Federalismo, la lunga marcia della Lega. Bossi: “Oggi tappa importante”

Umberto Bossi

“Cominciamo a goderci il presente, il mondo va avanti, ma la tappa di oggi è molto importante”. Quasi venti anni di battaglie tra Parlamento e territorio spingono Umberto Bossi alla prudenza, ma il leader leghista non riesce a nascondere l’emozione per il via libera al primo decreto, quello demaniale, per l’applicazione del tanto agognato federalismo.

Una “tappa” di una ‘lunga marcia’ che ha avuto inizio nei primi anni ’90 e portata avanti dalla Lega Nord tra successi e sconfitte inaspettate. Il percorso leghista e’ stato accidentato ma sempre rivolto all’autonomia ‘padana’: così il Carroccio ha preso strade ‘rischiose’ come quando nel 1996 provò la carta del “secessionismo”, per poi fare marcia indietro; in altre occasioni ha scelto vie ‘istituzionali’ come quella della riforma parlamentare rivelatasi però un vicolo chiuso con la bocciatura del referendum nel giugno del 2006. Nessun dramma solo la “delusione di questa Italia che fa un po’ tristezza”, disse in quell’occasione Bossi, che non si arrese.

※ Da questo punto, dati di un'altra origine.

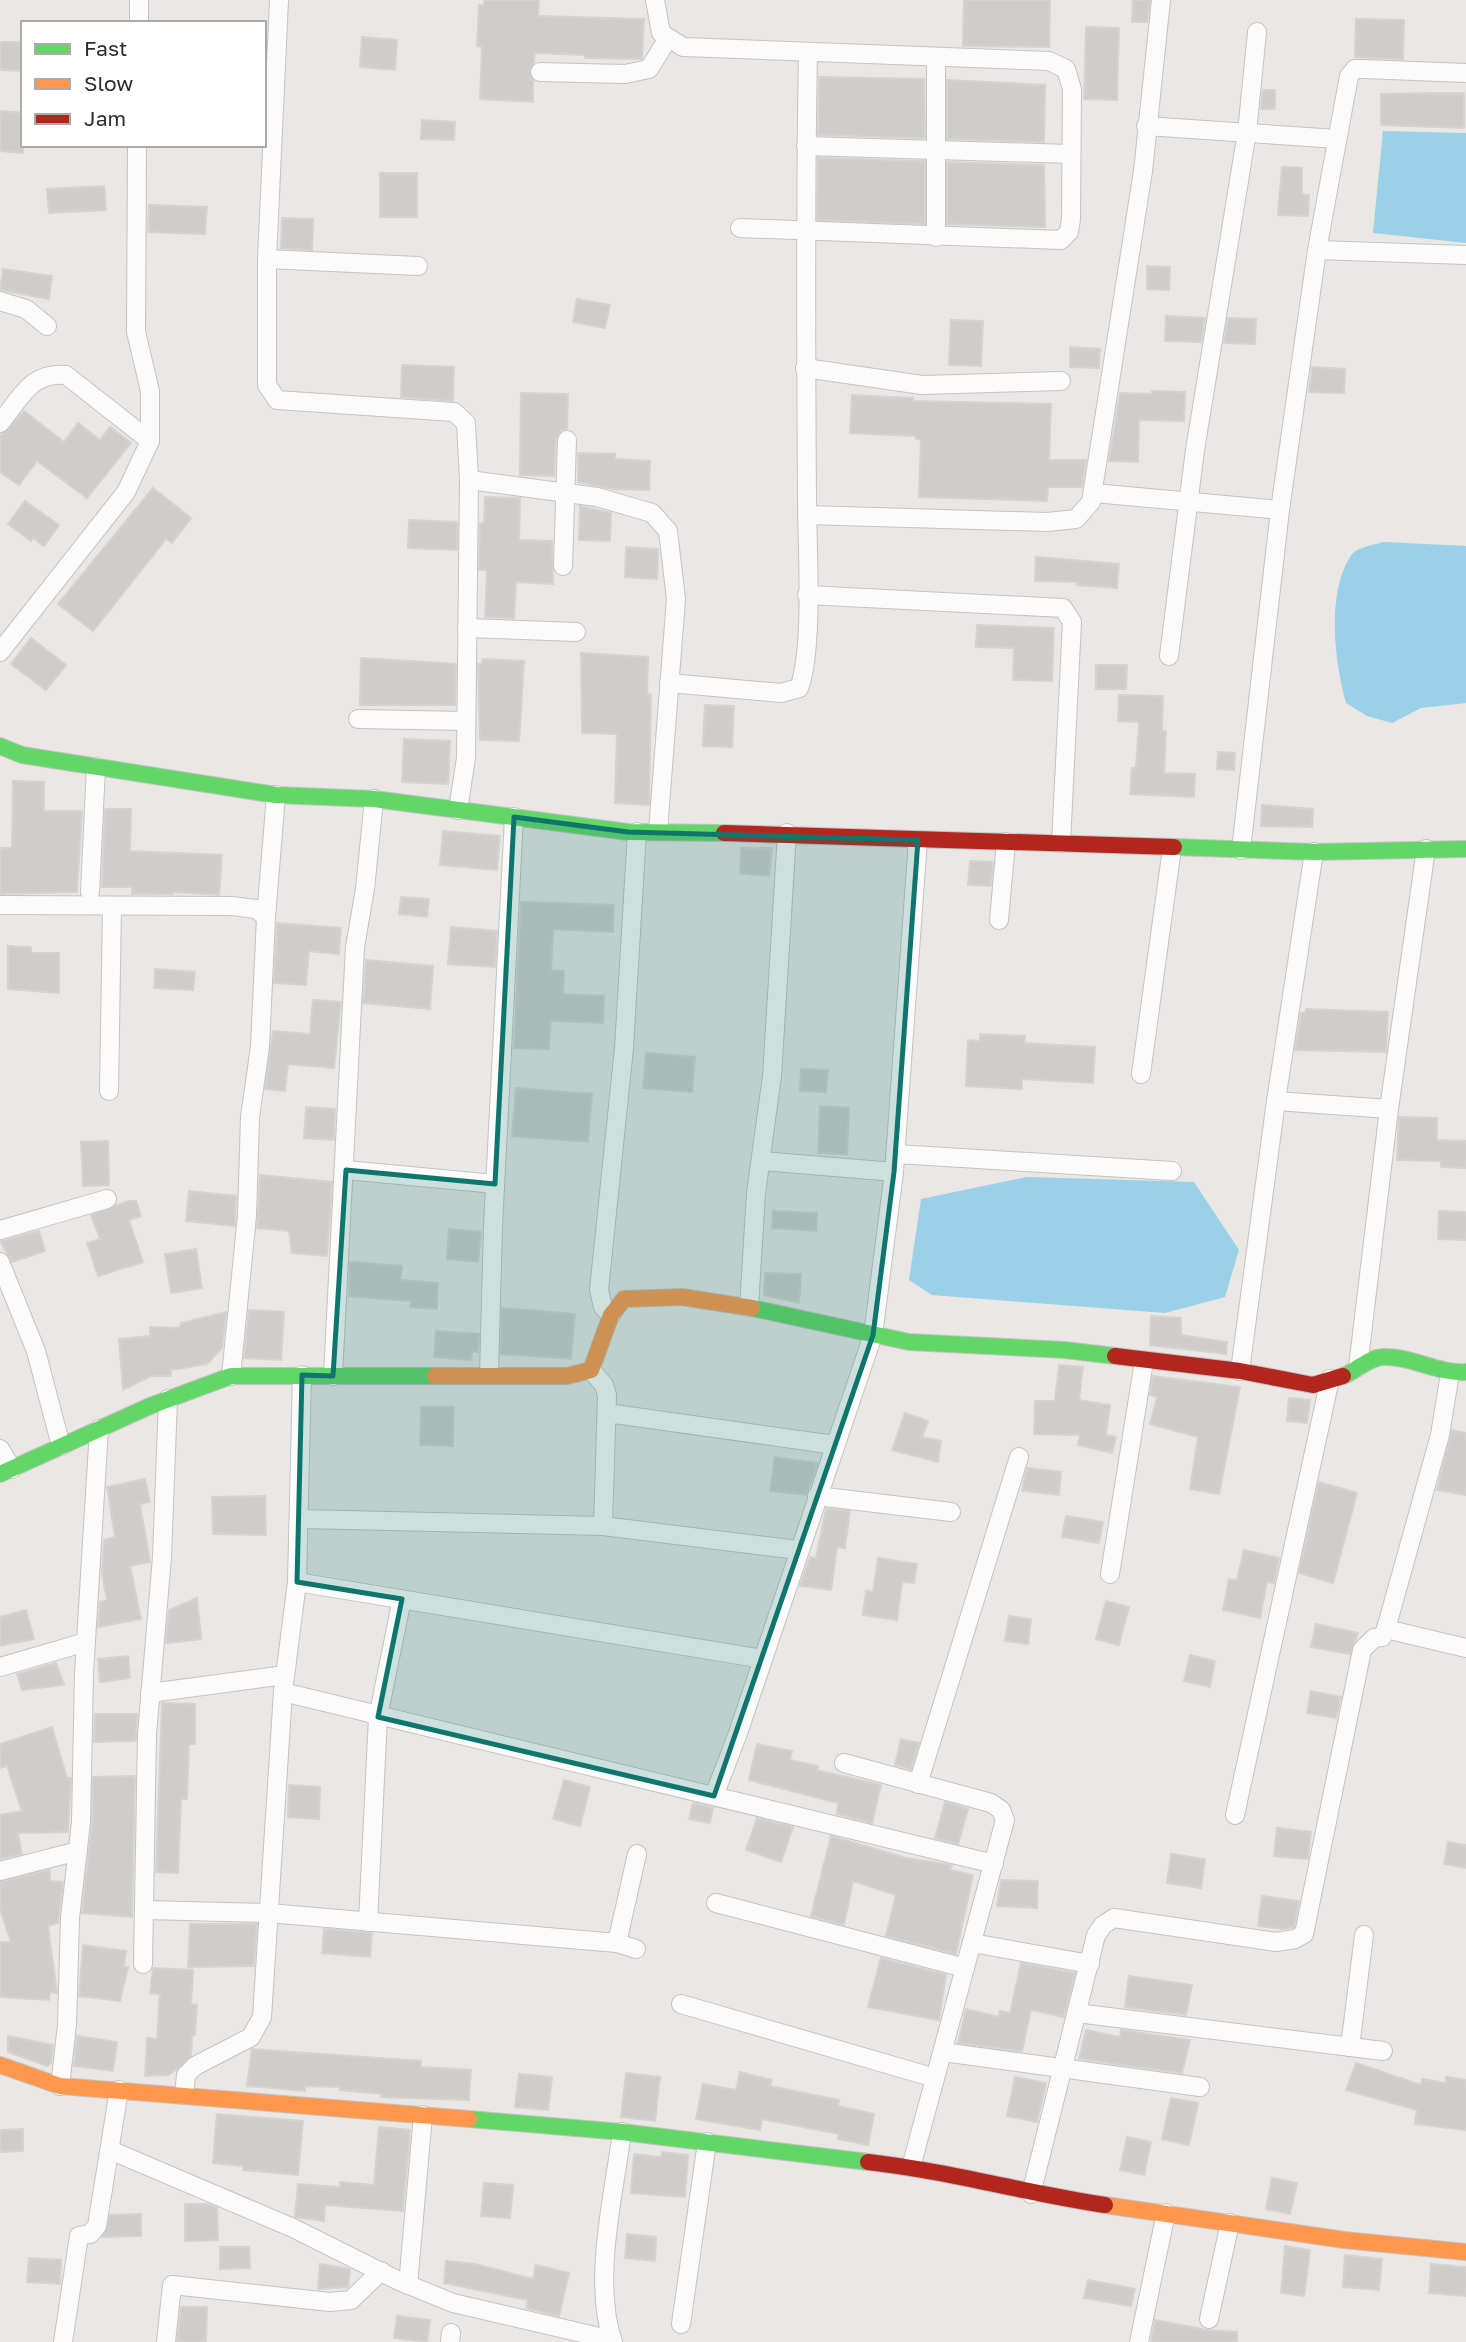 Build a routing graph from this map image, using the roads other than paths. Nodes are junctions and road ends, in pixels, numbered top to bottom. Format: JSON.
{"nodes":[{"id":1,"x":139,"y":0,"type":"edge"},
{"id":2,"x":279,"y":0,"type":"edge"},
{"id":3,"x":655,"y":0,"type":"edge"},
{"id":4,"x":1161,"y":0,"type":"edge"},
{"id":5,"x":139,"y":21,"type":"edge"},
{"id":6,"x":1257,"y":32,"type":"dead end"},
{"id":7,"x":667,"y":40,"type":"junction"},
{"id":8,"x":807,"y":54,"type":"junction"},
{"id":9,"x":936,"y":58,"type":"junction"},
{"id":10,"x":540,"y":72,"type":"dead end"},
{"id":11,"x":1466,"y":73,"type":"edge"},
{"id":12,"x":1146,"y":126,"type":"junction"},
{"id":13,"x":1247,"y":132,"type":"junction"},
{"id":14,"x":1337,"y":139,"type":"junction"},
{"id":15,"x":806,"y":146,"type":"junction"},
{"id":16,"x":137,"y":147,"type":"edge"},
{"id":17,"x":937,"y":150,"type":"junction"},
{"id":18,"x":1070,"y":154,"type":"junction"},
{"id":19,"x":740,"y":228,"type":"dead end"},
{"id":20,"x":805,"y":233,"type":"junction"},
{"id":21,"x":936,"y":237,"type":"junction"},
{"id":22,"x":1317,"y":250,"type":"junction"},
{"id":23,"x":1466,"y":255,"type":"edge"},
{"id":24,"x":267,"y":259,"type":"junction"},
{"id":25,"x":418,"y":266,"type":"dead end"},
{"id":26,"x":0,"y":302,"type":"edge"},
{"id":27,"x":47,"y":326,"type":"dead end"},
{"id":28,"x":805,"y":368,"type":"junction"},
{"id":29,"x":1061,"y":381,"type":"dead end"},
{"id":30,"x":0,"y":423,"type":"edge"},
{"id":31,"x":566,"y":440,"type":"dead end"},
{"id":32,"x":150,"y":441,"type":"junction"},
{"id":33,"x":469,"y":480,"type":"junction"},
{"id":34,"x":565,"y":493,"type":"junction"},
{"id":35,"x":1094,"y":493,"type":"junction"},
{"id":36,"x":1188,"y":500,"type":"junction"},
{"id":37,"x":1280,"y":510,"type":"junction"},
{"id":38,"x":807,"y":515,"type":"junction"},
{"id":39,"x":563,"y":566,"type":"dead end"},
{"id":40,"x":807,"y":595,"type":"junction"},
{"id":41,"x":467,"y":628,"type":"junction"},
{"id":42,"x":576,"y":632,"type":"dead end"},
{"id":43,"x":0,"y":652,"type":"edge"},
{"id":44,"x":1169,"y":656,"type":"dead end"},
{"id":45,"x":669,"y":683,"type":"junction"},
{"id":46,"x":358,"y":719,"type":"dead end"},
{"id":47,"x":466,"y":721,"type":"junction"},
{"id":48,"x":1,"y":749,"type":"edge"},
{"id":49,"x":96,"y":767,"type":"junction"},
{"id":50,"x":276,"y":795,"type":"junction"},
{"id":51,"x":374,"y":799,"type":"junction"},
{"id":52,"x":458,"y":810,"type":"junction"},
{"id":53,"x":514,"y":817,"type":"junction"},
{"id":54,"x":658,"y":831,"type":"junction"},
{"id":55,"x":637,"y":832,"type":"junction"},
{"id":56,"x":788,"y":833,"type":"junction"},
{"id":57,"x":918,"y":840,"type":"junction"},
{"id":58,"x":1006,"y":842,"type":"junction"},
{"id":59,"x":1061,"y":843,"type":"junction"},
{"id":60,"x":1172,"y":848,"type":"junction"},
{"id":61,"x":1426,"y":849,"type":"junction"},
{"id":62,"x":1466,"y":849,"type":"edge"},
{"id":63,"x":1241,"y":850,"type":"junction"},
{"id":64,"x":1314,"y":852,"type":"junction"},
{"id":65,"x":90,"y":892,"type":"dead end"},
{"id":66,"x":0,"y":905,"type":"edge"},
{"id":67,"x":112,"y":907,"type":"junction"},
{"id":68,"x":266,"y":917,"type":"junction"},
{"id":69,"x":999,"y":920,"type":"dead end"},
{"id":70,"x":1141,"y":1074,"type":"dead end"},
{"id":71,"x":108,"y":1091,"type":"dead end"},
{"id":72,"x":1276,"y":1101,"type":"junction"},
{"id":73,"x":1389,"y":1109,"type":"junction"},
{"id":74,"x":895,"y":1154,"type":"junction"},
{"id":75,"x":761,"y":1161,"type":"junction"},
{"id":76,"x":346,"y":1170,"type":"junction"},
{"id":77,"x":1172,"y":1171,"type":"dead end"},
{"id":78,"x":894,"y":1172,"type":"junction"},
{"id":79,"x":495,"y":1184,"type":"junction"},
{"id":80,"x":107,"y":1199,"type":"dead end"},
{"id":81,"x":0,"y":1230,"type":"edge"},
{"id":82,"x":0,"y":1262,"type":"edge"},
{"id":83,"x":749,"y":1307,"type":"junction"},
{"id":84,"x":611,"y":1315,"type":"junction"},
{"id":85,"x":873,"y":1335,"type":"junction"},
{"id":86,"x":1144,"y":1361,"type":"junction"},
{"id":87,"x":1358,"y":1367,"type":"junction"},
{"id":88,"x":591,"y":1370,"type":"junction"},
{"id":89,"x":1240,"y":1371,"type":"junction"},
{"id":90,"x":1458,"y":1373,"type":"edge"},
{"id":91,"x":302,"y":1375,"type":"junction"},
{"id":92,"x":489,"y":1375,"type":"junction"},
{"id":93,"x":232,"y":1376,"type":"junction"},
{"id":94,"x":333,"y":1376,"type":"junction"},
{"id":95,"x":1330,"y":1380,"type":"junction"},
{"id":96,"x":168,"y":1399,"type":"junction"},
{"id":97,"x":607,"y":1413,"type":"junction"},
{"id":98,"x":99,"y":1429,"type":"junction"},
{"id":99,"x":835,"y":1445,"type":"junction"},
{"id":100,"x":61,"y":1446,"type":"junction"},
{"id":101,"x":0,"y":1449,"type":"edge"},
{"id":102,"x":1019,"y":1457,"type":"dead end"},
{"id":103,"x":6,"y":1472,"type":"edge"},
{"id":104,"x":817,"y":1496,"type":"junction"},
{"id":105,"x":951,"y":1513,"type":"dead end"},
{"id":106,"x":301,"y":1519,"type":"junction"},
{"id":107,"x":603,"y":1526,"type":"junction"},
{"id":108,"x":798,"y":1550,"type":"junction"},
{"id":109,"x":1110,"y":1574,"type":"dead end"},
{"id":110,"x":297,"y":1582,"type":"junction"},
{"id":111,"x":402,"y":1600,"type":"junction"},
{"id":112,"x":1386,"y":1629,"type":"junction"},
{"id":113,"x":86,"y":1642,"type":"junction"},
{"id":114,"x":1466,"y":1648,"type":"edge"},
{"id":115,"x":763,"y":1659,"type":"junction"},
{"id":116,"x":0,"y":1667,"type":"edge"},
{"id":117,"x":284,"y":1684,"type":"junction"},
{"id":118,"x":150,"y":1693,"type":"junction"},
{"id":119,"x":378,"y":1717,"type":"junction"},
{"id":120,"x":844,"y":1763,"type":"dead end"},
{"id":121,"x":918,"y":1784,"type":"junction"},
{"id":122,"x":714,"y":1796,"type":"junction"},
{"id":123,"x":1235,"y":1815,"type":"dead end"},
{"id":124,"x":78,"y":1852,"type":"junction"},
{"id":125,"x":637,"y":1854,"type":"dead end"},
{"id":126,"x":994,"y":1864,"type":"junction"},
{"id":127,"x":0,"y":1871,"type":"edge"},
{"id":128,"x":716,"y":1903,"type":"dead end"},
{"id":129,"x":144,"y":1910,"type":"junction"},
{"id":130,"x":269,"y":1913,"type":"junction"},
{"id":131,"x":368,"y":1922,"type":"junction"},
{"id":132,"x":1364,"y":1935,"type":"dead end"},
{"id":133,"x":617,"y":1943,"type":"junction"},
{"id":134,"x":972,"y":1943,"type":"junction"},
{"id":135,"x":636,"y":1949,"type":"dead end"},
{"id":136,"x":143,"y":1964,"type":"dead end"},
{"id":137,"x":1090,"y":1964,"type":"junction"},
{"id":138,"x":965,"y":1968,"type":"junction"},
{"id":139,"x":681,"y":2004,"type":"dead end"},
{"id":140,"x":1077,"y":2013,"type":"junction"},
{"id":141,"x":1350,"y":2048,"type":"junction"},
{"id":142,"x":1383,"y":2051,"type":"dead end"},
{"id":143,"x":943,"y":2052,"type":"junction"},
{"id":144,"x":0,"y":2065,"type":"edge"},
{"id":145,"x":1062,"y":2070,"type":"junction"},
{"id":146,"x":935,"y":2078,"type":"junction"},
{"id":147,"x":60,"y":2086,"type":"junction"},
{"id":148,"x":1200,"y":2087,"type":"dead end"},
{"id":149,"x":119,"y":2090,"type":"junction"},
{"id":150,"x":184,"y":2095,"type":"junction"},
{"id":151,"x":423,"y":2115,"type":"junction"},
{"id":152,"x":622,"y":2132,"type":"junction"},
{"id":153,"x":707,"y":2142,"type":"junction"},
{"id":154,"x":110,"y":2150,"type":"junction"},
{"id":155,"x":911,"y":2167,"type":"junction"},
{"id":156,"x":1031,"y":2194,"type":"junction"},
{"id":157,"x":1166,"y":2213,"type":"junction"},
{"id":158,"x":1230,"y":2223,"type":"junction"},
{"id":159,"x":1466,"y":2252,"type":"edge"},
{"id":160,"x":381,"y":2271,"type":"junction"},
{"id":161,"x":408,"y":2285,"type":"junction"},
{"id":162,"x":1209,"y":2319,"type":"dead end"},
{"id":163,"x":681,"y":2324,"type":"dead end"},
{"id":164,"x":612,"y":2341,"type":"edge"},
{"id":165,"x":63,"y":2342,"type":"edge"},
{"id":166,"x":166,"y":2342,"type":"edge"},
{"id":167,"x":1139,"y":2342,"type":"edge"}],
"edges":[{"from":1,"to":5,"type":"street"},
{"from":2,"to":24,"type":"street"},
{"from":3,"to":7,"type":"street"},
{"from":4,"to":12,"type":"street"},
{"from":6,"to":13,"type":"street"},
{"from":7,"to":8,"type":"street"},
{"from":7,"to":10,"type":"street"},
{"from":8,"to":9,"type":"street"},
{"from":8,"to":15,"type":"street"},
{"from":9,"to":17,"type":"street"},
{"from":9,"to":18,"type":"street"},
{"from":11,"to":14,"type":"street"},
{"from":12,"to":13,"type":"street"},
{"from":12,"to":35,"type":"street"},
{"from":13,"to":14,"type":"street"},
{"from":13,"to":36,"type":"street"},
{"from":14,"to":22,"type":"street"},
{"from":15,"to":17,"type":"street"},
{"from":15,"to":20,"type":"street"},
{"from":16,"to":32,"type":"street"},
{"from":17,"to":18,"type":"street"},
{"from":17,"to":21,"type":"street"},
{"from":18,"to":21,"type":"street"},
{"from":19,"to":20,"type":"street"},
{"from":20,"to":21,"type":"street"},
{"from":20,"to":28,"type":"street"},
{"from":22,"to":23,"type":"street"},
{"from":22,"to":37,"type":"street"},
{"from":24,"to":25,"type":"street"},
{"from":24,"to":33,"type":"street"},
{"from":26,"to":27,"type":"street"},
{"from":28,"to":29,"type":"street"},
{"from":28,"to":38,"type":"street"},
{"from":30,"to":32,"type":"street"},
{"from":31,"to":34,"type":"street"},
{"from":32,"to":43,"type":"street"},
{"from":33,"to":34,"type":"street"},
{"from":33,"to":41,"type":"street"},
{"from":34,"to":39,"type":"street"},
{"from":34,"to":45,"type":"street"},
{"from":35,"to":36,"type":"street"},
{"from":35,"to":38,"type":"street"},
{"from":36,"to":37,"type":"street"},
{"from":36,"to":44,"type":"street"},
{"from":37,"to":63,"type":"street"},
{"from":38,"to":40,"type":"street"},
{"from":40,"to":45,"type":"street"},
{"from":40,"to":59,"type":"street"},
{"from":41,"to":42,"type":"street"},
{"from":41,"to":47,"type":"street"},
{"from":45,"to":54,"type":"street"},
{"from":46,"to":47,"type":"street"},
{"from":47,"to":52,"type":"street"},
{"from":48,"to":49,"type":"street"},
{"from":49,"to":50,"type":"street"},
{"from":49,"to":65,"type":"street"},
{"from":50,"to":51,"type":"street"},
{"from":50,"to":68,"type":"street"},
{"from":51,"to":52,"type":"street"},
{"from":51,"to":76,"type":"street"},
{"from":52,"to":53,"type":"street"},
{"from":53,"to":55,"type":"street"},
{"from":53,"to":79,"type":"street"},
{"from":54,"to":55,"type":"street"},
{"from":54,"to":56,"type":"street"},
{"from":55,"to":84,"type":"street"},
{"from":56,"to":57,"type":"street"},
{"from":56,"to":75,"type":"street"},
{"from":57,"to":58,"type":"street"},
{"from":57,"to":74,"type":"street"},
{"from":58,"to":59,"type":"street"},
{"from":58,"to":69,"type":"street"},
{"from":59,"to":60,"type":"street"},
{"from":60,"to":63,"type":"street"},
{"from":60,"to":70,"type":"street"},
{"from":61,"to":62,"type":"street"},
{"from":61,"to":64,"type":"street"},
{"from":61,"to":73,"type":"street"},
{"from":63,"to":64,"type":"street"},
{"from":64,"to":72,"type":"street"},
{"from":66,"to":67,"type":"street"},
{"from":67,"to":68,"type":"street"},
{"from":67,"to":71,"type":"street"},
{"from":68,"to":93,"type":"street"},
{"from":72,"to":73,"type":"street"},
{"from":72,"to":89,"type":"street"},
{"from":73,"to":87,"type":"street"},
{"from":74,"to":77,"type":"street"},
{"from":74,"to":78,"type":"street"},
{"from":75,"to":78,"type":"street"},
{"from":75,"to":83,"type":"street"},
{"from":76,"to":79,"type":"street"},
{"from":76,"to":94,"type":"street"},
{"from":78,"to":85,"type":"street"},
{"from":79,"to":92,"type":"street"},
{"from":80,"to":81,"type":"street"},
{"from":82,"to":100,"type":"street"},
{"from":83,"to":84,"type":"street"},
{"from":83,"to":85,"type":"street"},
{"from":84,"to":88,"type":"street"},
{"from":85,"to":86,"type":"street"},
{"from":85,"to":99,"type":"street"},
{"from":86,"to":89,"type":"street"},
{"from":86,"to":109,"type":"street"},
{"from":87,"to":90,"type":"street"},
{"from":87,"to":95,"type":"street"},
{"from":88,"to":92,"type":"street"},
{"from":88,"to":97,"type":"street"},
{"from":89,"to":95,"type":"street"},
{"from":90,"to":112,"type":"street"},
{"from":91,"to":93,"type":"street"},
{"from":91,"to":94,"type":"street"},
{"from":91,"to":106,"type":"street"},
{"from":92,"to":94,"type":"street"},
{"from":93,"to":96,"type":"street"},
{"from":95,"to":123,"type":"street"},
{"from":96,"to":98,"type":"street"},
{"from":96,"to":118,"type":"street"},
{"from":97,"to":99,"type":"street"},
{"from":97,"to":107,"type":"street"},
{"from":98,"to":100,"type":"street"},
{"from":98,"to":113,"type":"street"},
{"from":99,"to":104,"type":"street"},
{"from":100,"to":103,"type":"street"},
{"from":101,"to":103,"type":"street"},
{"from":102,"to":121,"type":"street"},
{"from":104,"to":105,"type":"street"},
{"from":104,"to":108,"type":"street"},
{"from":106,"to":107,"type":"street"},
{"from":106,"to":110,"type":"street"},
{"from":107,"to":108,"type":"street"},
{"from":108,"to":115,"type":"street"},
{"from":110,"to":111,"type":"street"},
{"from":110,"to":117,"type":"street"},
{"from":111,"to":115,"type":"street"},
{"from":111,"to":119,"type":"street"},
{"from":112,"to":114,"type":"street"},
{"from":112,"to":137,"type":"street"},
{"from":113,"to":116,"type":"street"},
{"from":113,"to":124,"type":"street"},
{"from":115,"to":122,"type":"street"},
{"from":117,"to":118,"type":"street"},
{"from":117,"to":119,"type":"street"},
{"from":117,"to":130,"type":"street"},
{"from":118,"to":129,"type":"street"},
{"from":119,"to":122,"type":"street"},
{"from":119,"to":131,"type":"street"},
{"from":120,"to":121,"type":"street"},
{"from":121,"to":126,"type":"street"},
{"from":122,"to":126,"type":"street"},
{"from":124,"to":127,"type":"street"},
{"from":124,"to":147,"type":"street"},
{"from":125,"to":133,"type":"street"},
{"from":126,"to":134,"type":"street"},
{"from":128,"to":138,"type":"street"},
{"from":129,"to":130,"type":"street"},
{"from":129,"to":136,"type":"street"},
{"from":130,"to":131,"type":"street"},
{"from":130,"to":150,"type":"street"},
{"from":131,"to":133,"type":"street"},
{"from":132,"to":141,"type":"street"},
{"from":133,"to":135,"type":"street"},
{"from":134,"to":137,"type":"street"},
{"from":134,"to":138,"type":"street"},
{"from":137,"to":140,"type":"street"},
{"from":138,"to":143,"type":"street"},
{"from":139,"to":146,"type":"street"},
{"from":140,"to":141,"type":"street"},
{"from":140,"to":145,"type":"street"},
{"from":141,"to":142,"type":"street"},
{"from":143,"to":145,"type":"street"},
{"from":143,"to":146,"type":"street"},
{"from":144,"to":147,"type":"street"},
{"from":145,"to":148,"type":"street"},
{"from":145,"to":156,"type":"street"},
{"from":146,"to":155,"type":"street"},
{"from":147,"to":149,"type":"street"},
{"from":149,"to":150,"type":"street"},
{"from":149,"to":154,"type":"street"},
{"from":150,"to":151,"type":"street"},
{"from":151,"to":152,"type":"street"},
{"from":151,"to":161,"type":"street"},
{"from":152,"to":153,"type":"street"},
{"from":152,"to":164,"type":"street"},
{"from":153,"to":155,"type":"street"},
{"from":153,"to":163,"type":"street"},
{"from":154,"to":160,"type":"street"},
{"from":154,"to":165,"type":"street"},
{"from":155,"to":156,"type":"street"},
{"from":156,"to":157,"type":"street"},
{"from":157,"to":158,"type":"street"},
{"from":157,"to":167,"type":"street"},
{"from":158,"to":159,"type":"street"},
{"from":158,"to":162,"type":"street"},
{"from":160,"to":161,"type":"street"},
{"from":160,"to":166,"type":"street"},
{"from":161,"to":164,"type":"street"}]}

Stavolta, Bossi e i suoi ‘padani’ ci riprovano con un federalismo ‘equo’, con una riforma dello Stato: cercano l’accordo con il Pd e l’Idv, provano ad arruolare alla causa anche il presidente della Repubblica Giorgio Napolitano; polemizzano, ma senza mai rompere, con il presidente della Camera Gianfranco Fini; trattano con il Pdl e ottengono anche la benedizione del premier Silvio Berlusconi che definisce il “federalismo fiscale lo strumento più efficace di contrasto nei confronti dell’evasione”.

Il federalismo è una delle prime parole d’ordine dei movimenti autonomisti regionali del Nord Italia che nei primi anni ’90 si riunirono in quella ora chiamata Lega Nord per l’indipendenza della Padania. Le istanze federaliste leghiste trovarono una prima espressione parlamentare nel 1994 quando il Carroccio, alleato di governo con Berlusconi nel Polo delle Libertà, presentò un progetto di Costituzione per dividere l’Italia in 9 macroregioni sulla base degli Stati preesistenti all’Unità d’Italia. Il governo tuttavia cadde proprio per mano della Lega e la proposta non ebbe seguito.

Nel 1996 i leghisti tentarono un clamoroso strappo con la ‘secessione’. Il 15 settembre Bossi a Venezia ammainò la bandiera italiana e ‘proclamo” l’indipendenza della Padania. A seguito della boutade secessionista il Carroccio perse alcuni dei suoi uomini più rappresentativi in Parlamento; tre giorni dopo in via Bellerio a Milano ci furono scontri tra leghisti e rappresentanti delle forze dell’ordine che volevano perquisire la sede del Carroccio. Tra i contusi ci fu Roberto Maroni allora dirigente-militante, ora ministro dell’Interno. Altro segno che i tempi sono cambiati… La modifica del Titolo V della Costituzione, con forti aperture al regionalismo, pose un freno alla politica secessionista leghista.

Tornato al governo con il centrodestra il partito del ‘Sole delle Alpi’ giocò nel 2004 la carta della ‘Devolution’, assegnando alle Regioni la potestà legislativa esclusiva in materia di organizzazione scolastica, polizia amministrativa regionale e locale, assistenza e organizzazione sanitaria. La proposta di riforma ottenne la maggioranza semplice in Parlamento ed il testo fu sottoposto al referendum confermativo, ma la ‘devoluzione’ fu bocciata dalla maggioranza degli italiani.